Lori Brooke’s campaign website presents her as a civic leader who has spent two decades building community organizations in San Francisco. She lists three nonprofits as evidence of that leadership: the Cow Hollow Association, where she has served as president since 2005; RescueSF, a public benefit corporation she helped found in 2021; and Neighborhoods United SF, a group she co-founded in 2023 to fight the city’s rezoning plan.

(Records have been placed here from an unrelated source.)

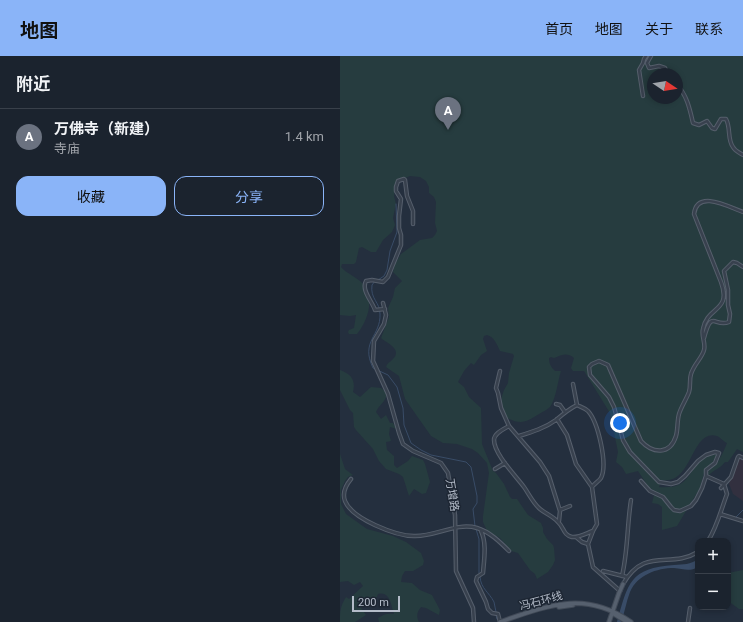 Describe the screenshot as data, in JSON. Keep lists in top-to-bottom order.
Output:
{
  "streets": {
    "main road": ["冯石环线"],
    "street": ["万增路"]
  },
  "scale_bar": "200 m",
  "north": "right",
  "page": {
    "header": "地图",
    "nav": [
      "首页",
      "地图",
      "关于",
      "联系"
    ],
    "heading": "附近",
    "pins": "A",
    "list": [
      {
        "mark": "A",
        "name": "万佛寺（新建）",
        "note": "寺庙",
        "value": "1.4 km"
      }
    ],
    "buttons": ["收藏", "分享"],
    "map_buttons": ["+", "−"],
    "scale": "200 m"
  }
} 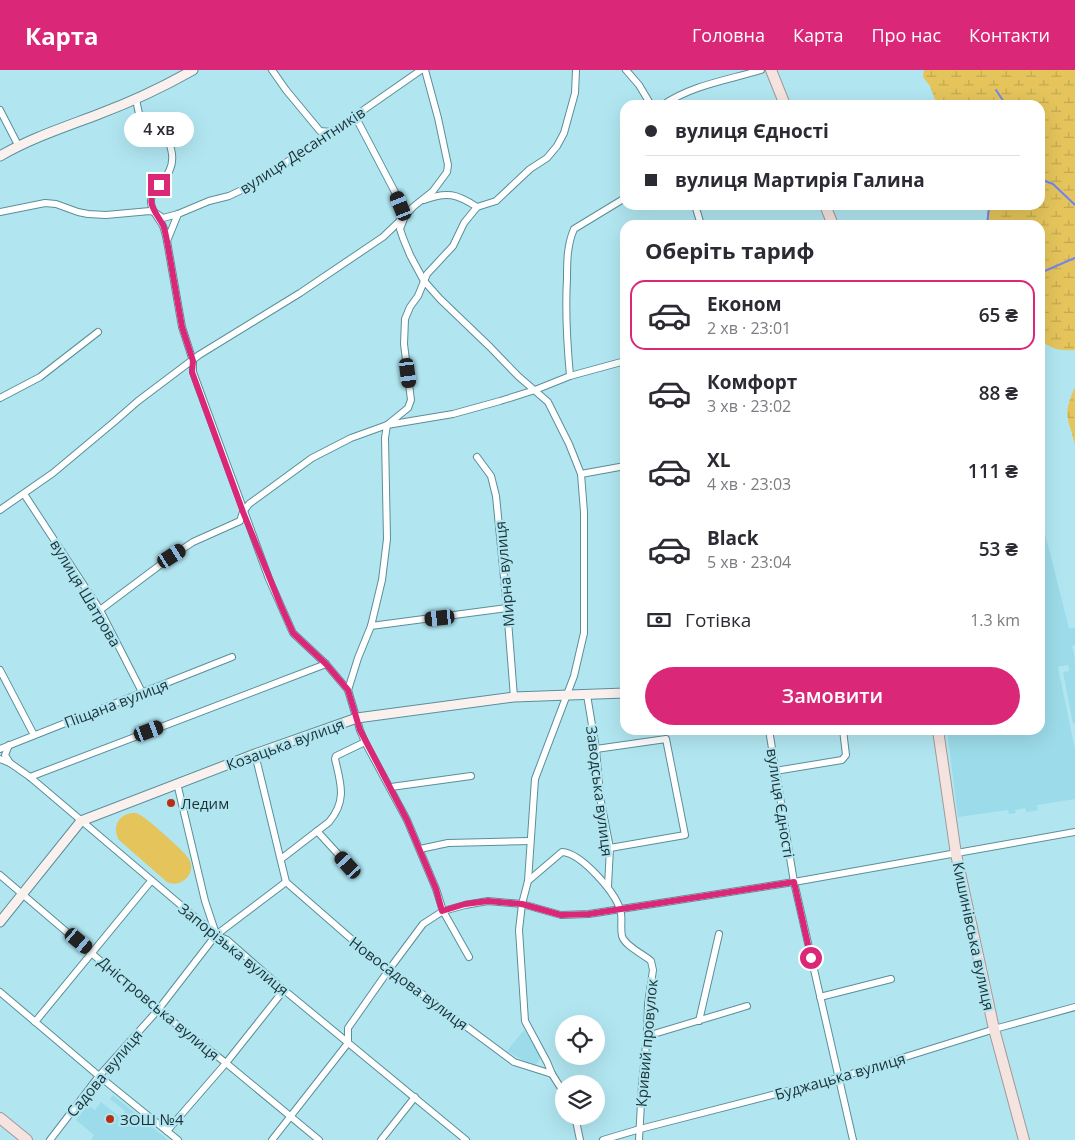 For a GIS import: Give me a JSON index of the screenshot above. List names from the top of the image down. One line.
{"streets":{"main road":["Кишинівська вулиця"],"street":["вулиця Десантників","Мирна вулиця","вулиця Шатрова","Піщана вулиця","Козацька вулиця","Заводська вулиця","вулиця Єдності","Запорізька вулиця","Новосадова вулиця","Дністровська вулиця","Кривий провулок","Садова вулиця","Буджацька вулиця"]},"crossings":[["Мирна вулиця","Козацька вулиця"],["вулиця Шатрова","Піщана вулиця"],["Козацька вулиця","Заводська вулиця"],["Козацька вулиця","Запорізька вулиця"],["Козацька вулиця","Дністровська вулиця"],["Заводська вулиця","Кривий провулок"],["вулиця Єдності","Буджацька вулиця"],["Кишинівська вулиця","Буджацька вулиця"],["Запорізька вулиця","Садова вулиця"],["Новосадова вулиця","Садова вулиця"],["Дністровська вулиця","Садова вулиця"],["Кривий провулок","Буджацька вулиця"]],"places":["Ледим","ЗОШ №4"],"page":{"header":"Карта","nav":["Головна","Карта","Про нас","Контакти"],"banner":["вулиця Єдності","вулиця Мартирія Галина"],"bubble":"4 хв","heading":"Оберіть тариф","list":[{"name":"Економ","note":"2 хв · 23:01","value":"65 ₴"},{"name":"Комфорт","note":"3 хв · 23:02","value":"88 ₴"},{"name":"XL","note":"4 хв · 23:03","value":"111 ₴"},{"name":"Black","note":"5 хв · 23:04","value":"53 ₴"}],"pay":["Готівка","1.3 km"],"buttons":"Замовити"}}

Public records tell a different story. Every one of these organizations has serious compliance problems. One was incorporated using a fictitious persona. One has no legal registration at all. And the one Brooke has run the longest went more than a decade without filing required state reports, with its business registration suspended for five years. These are not minor paperwork oversights. They are the records of someone who wants to run a city department with a $14 billion budget.
RescueSF
RescueSF was incorporated in February 2021 as a California public benefit nonprofit corporation. From the start, the paperwork raises flags. The organization uses Northwest Registered Agent as its registered agent of service — a company whose parent entity was described by WIRED as enabling businesses to “operate in near-total secrecy.” The articles of incorporation and RescueSF’s 2022 statement of information were both signed by “Morgan Noble” — a name WIRED identified as a fake persona used by the registered agent company across thousands of filings.

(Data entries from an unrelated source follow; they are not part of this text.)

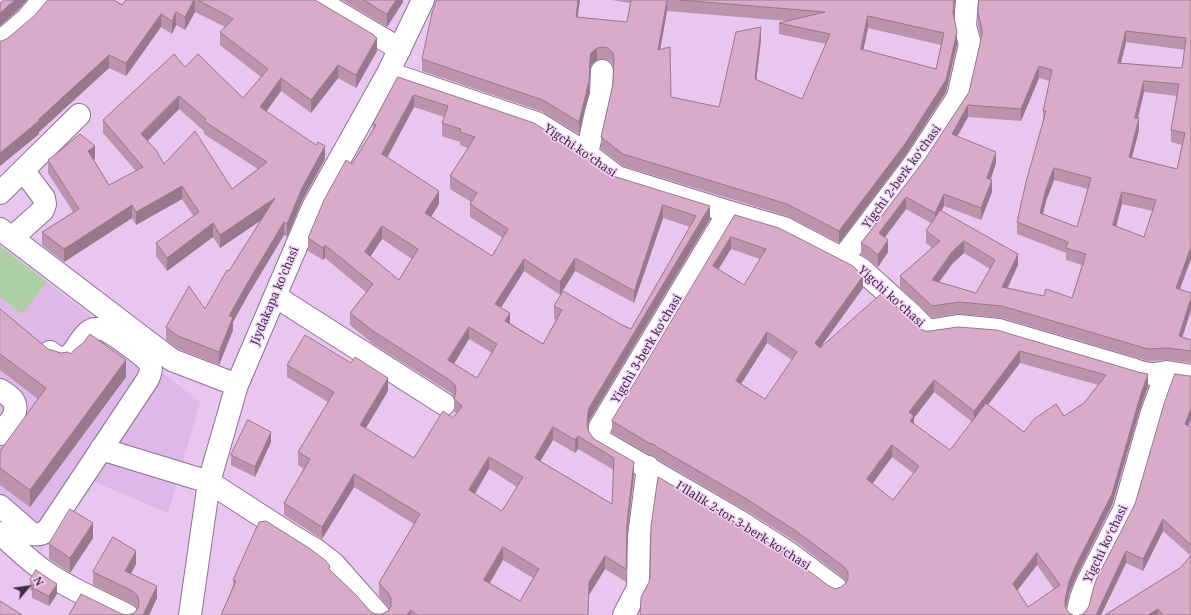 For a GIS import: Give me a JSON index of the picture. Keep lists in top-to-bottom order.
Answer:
{
  "streets": {
    "street": [
      "Yigchi koʻchasi",
      "Yigchi 2-berk koʻchasi",
      "Jiydakapa ko'chasi",
      "Yigchi 3-berk koʻchasi",
      "Iʻllalik 2-tor 3-berk koʻchasi"
    ]
  },
  "crossings": [
    ["Yigchi koʻchasi", "Yigchi 2-berk koʻchasi"],
    ["Yigchi koʻchasi", "Jiydakapa ko'chasi"],
    ["Yigchi koʻchasi", "Yigchi 3-berk koʻchasi"],
    ["Yigchi 3-berk koʻchasi", "Iʻllalik 2-tor 3-berk koʻchasi"]
  ],
  "north": "top right"
}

RescueSF does not operate independently as a 501(c)(3). It is fiscally sponsored by Legacy Global Programs, an Arizona-based organization that is not registered to operate in California. The arrangement costs $20 per month plus 4% of all donations. More troubling: Legacy Global Foundation, the affiliated entity that holds RescueSF’s books and records, has been on the California Attorney General’s “not allowed to operate” list since September 2015. Donors sending money to RescueSF are routing their contributions through an entity the state of California has barred from operating for over a decade.
RescueSF’s board includes Joseph Alioto Jr., grandson of former San Francisco Mayor Joseph Alioto. On its website, the organization claims credit for helping advance the 33 Gough Street supportive housing project, but there is no public evidence of any substantive involvement. The bulk of RescueSF’s documented work consists of vague advocacy statements — “encouraged City Hall,” “advocated for” — with no tangible outcomes attached.

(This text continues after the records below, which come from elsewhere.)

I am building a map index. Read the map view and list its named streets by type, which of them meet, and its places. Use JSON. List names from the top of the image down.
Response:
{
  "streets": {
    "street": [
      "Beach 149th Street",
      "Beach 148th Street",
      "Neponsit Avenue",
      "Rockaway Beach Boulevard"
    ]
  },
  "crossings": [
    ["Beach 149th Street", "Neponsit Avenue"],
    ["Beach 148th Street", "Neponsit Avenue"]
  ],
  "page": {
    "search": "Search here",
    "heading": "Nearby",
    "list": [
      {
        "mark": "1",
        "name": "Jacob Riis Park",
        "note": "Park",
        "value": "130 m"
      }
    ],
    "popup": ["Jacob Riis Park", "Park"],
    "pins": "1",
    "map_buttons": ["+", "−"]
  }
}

RescueSF’s founding documents were signed by a fake persona. Its fiscal sponsor’s affiliated entity has been barred from operating in California since 2015.
Neighborhoods United SF
Neighborhoods United SF was founded in 2023 to oppose San Francisco’s upzoning plan. It presents itself as a coalition of neighborhood groups fighting overdevelopment. But there is a basic problem: the organization does not legally exist. It has no registration with the California Secretary of State, no filings with the California Department of Justice, and no record in the IRS Tax Exempt Organization database. It is a completely unregistered entity operating under the guise of a community organization.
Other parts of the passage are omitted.